With growing interest in sustainability, greater numbers of people are recognizing the benefits of becoming a LEED AP certification, with 132,052 individuals having achieved the rank at the end of June, up from 77,689 at the end of 2008.
“Within the design profession, if you cannot do a LEED building, you will lose out,” says Bruce Fowle, senior partner with FXFOWLE in New York. “We get requests for proposals asking about the number of LEED accredited professionals we have. It has caught fire.”
Eighty-five percent of the firm’s professional staff members hold the accreditation.
“There’s peer pressure,” Fowle adds. “It’s socially and professionally unacceptable to not be a LEED AP.”
Fowle’s company designed Eleven Times Square for SJP Properties of Parsippany, N.J., which seeks LEED-Gold certification, and is incorporating energy efficiencies into the renovation and expansion of the Jacob K. Javits Convention Center in New York.
“There are fewer and fewer projects, but those that have been happening have indicated a strong interest in the environmental [aspects],” he says. “Even if they are not building now, they are planning to be as environmentally responsible as then can be.”
Fowle attributes much of the interest to a greater awareness about greenhouse gases and global warming, and how buildings contribute to greenhouse gasses.
“The marketplace is becoming a driving force, particularly in the office market,” he says, citing a U.S. Green Building Council report, indicating people will pay higher rents in a LEED-rated building and it will have less turnover and lower vacancy rates. “It improves the chance of success of a project.”
Andy Topinka, president of Technical Group Services of Fairfield, N.J., and immediate past chairman of U.S. Green Building Council New Jersey Chapter, says project owners continue to want environmentally friendly and healthier buildings.
“Demand is going up even though the economy is slow,” Topinka says. “There is still an interest.”
That interest has spurred people to learn more about sustainable design.
“The profession is gearing up for what they see as an increased emphasis on energy efficiency and carbon emission reduction,” says Hillary Brown, a principal with NewCivicWorks, a New York sustainability advocacy organization. “The nearest quick fix in credibility is LEED AP. Institutional clients will look for it when they hire architects for their facilities. It’s an attribute they seek.”
Time to Train When people are busy, training sometimes falls to the back burner, but now with fewer new projects, employees have the time to attend workshops and hit the books to beef up their job skills.
“Everybody is nervous about losing their job, so that is a factor,” Fowle says.
Rick Bell, executive director of AIA New York, agrees.
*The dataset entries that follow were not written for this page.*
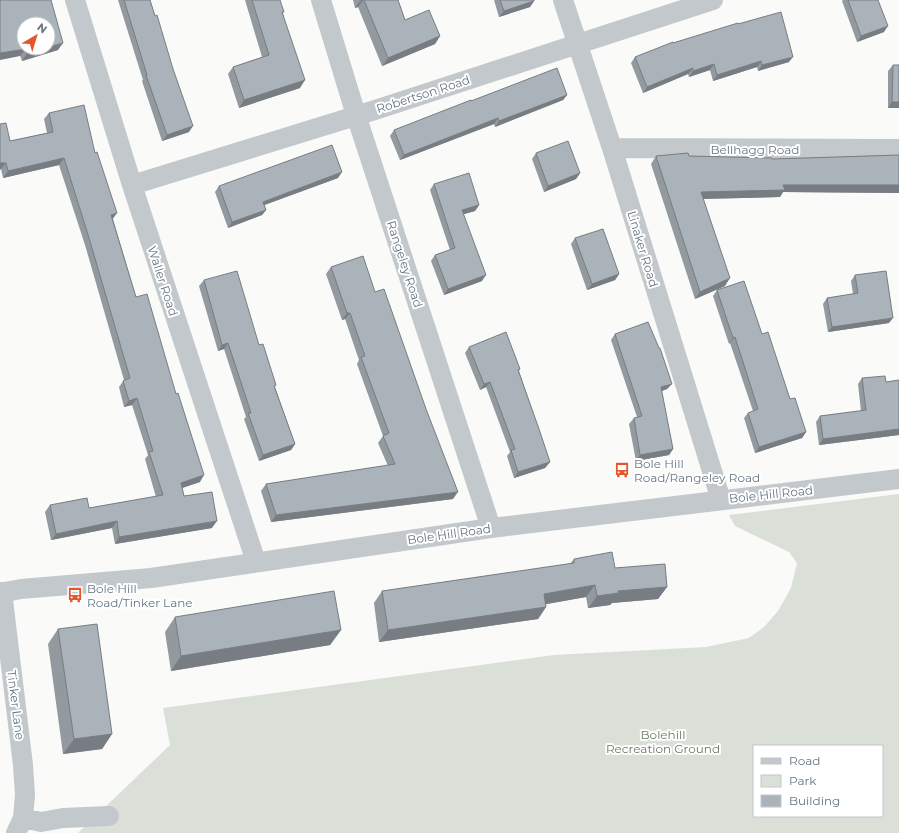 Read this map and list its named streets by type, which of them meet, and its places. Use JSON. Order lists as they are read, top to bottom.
{
  "streets": {
    "street": [
      "Robertson Road",
      "Bellhagg Road",
      "Linaker Road",
      "Rangeley Road",
      "Waller Road",
      "Bole Hill Road",
      "Tinker Lane"
    ]
  },
  "crossings": [
    ["Robertson Road", "Linaker Road"],
    ["Robertson Road", "Rangeley Road"],
    ["Robertson Road", "Waller Road"],
    ["Bellhagg Road", "Linaker Road"],
    ["Linaker Road", "Bole Hill Road"],
    ["Rangeley Road", "Bole Hill Road"],
    ["Waller Road", "Bole Hill Road"],
    ["Bole Hill Road", "Tinker Lane"]
  ],
  "parks": ["Bolehill Recreation Ground"],
  "places": {
    "bus stop": ["Bole Hill Road/Rangeley Road", "Bole Hill Road/Tinker Lane"]
  },
  "legend": ["Road", "Park", "Building"],
  "north": "top right"
}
“There are a lot of unemployed architects, and there are a lot of people who are under employed and aren’t as busy as they used to be,” Bell says. “People say how do I make myself more competitive when things pick up or to keep my job or get a commission.”
Accreditation also bestows a sense of accomplishment.
“They are getting more and more people who want to have it as a personal credential, because they think that enhances them as an individual,” says Charles Griffith, associate partner of Polshek Partnership Architects and co-chair of the AIA New York Chapter’s Committee on the Environment. About 30% of Polshek Partnership’s architects are LEED accredited.
Change in requirements The U.S. Green Building Council has transitioned the administration of professional accreditation to the Green Building Certification Institute. The GBCI established three levels of excellence, new eligibility requirements, and credentialing maintenance standards.
June 30, 2009, marked the last day that people could take the LEED for New Construction v2.2 and LEED for Commercial Interiors v2.0 LEED Accredited Professional credentialing exams. In their place, GBCI instituted LEED Building Design and Construction and LEED for Interior Design and Construction designations. LEEP AP exams are divided into two parts, a Green Associate exam to test general knowledge about green building practices, and a second section based on one of the rating systems, such as operations and maintenance or neighborhood development.
“There was an insurgency for becoming a LEED AP prior to July,” says F. Todd Renz, president of O,R&L Construction in Branford, Conn., and president of the Connecticut Green Building Council.
Topinka acknowledges that many people sought accreditation before the change, but notes demand for accreditation persists.
“Classes are still full,” Topinka says. “It has not dropped off.”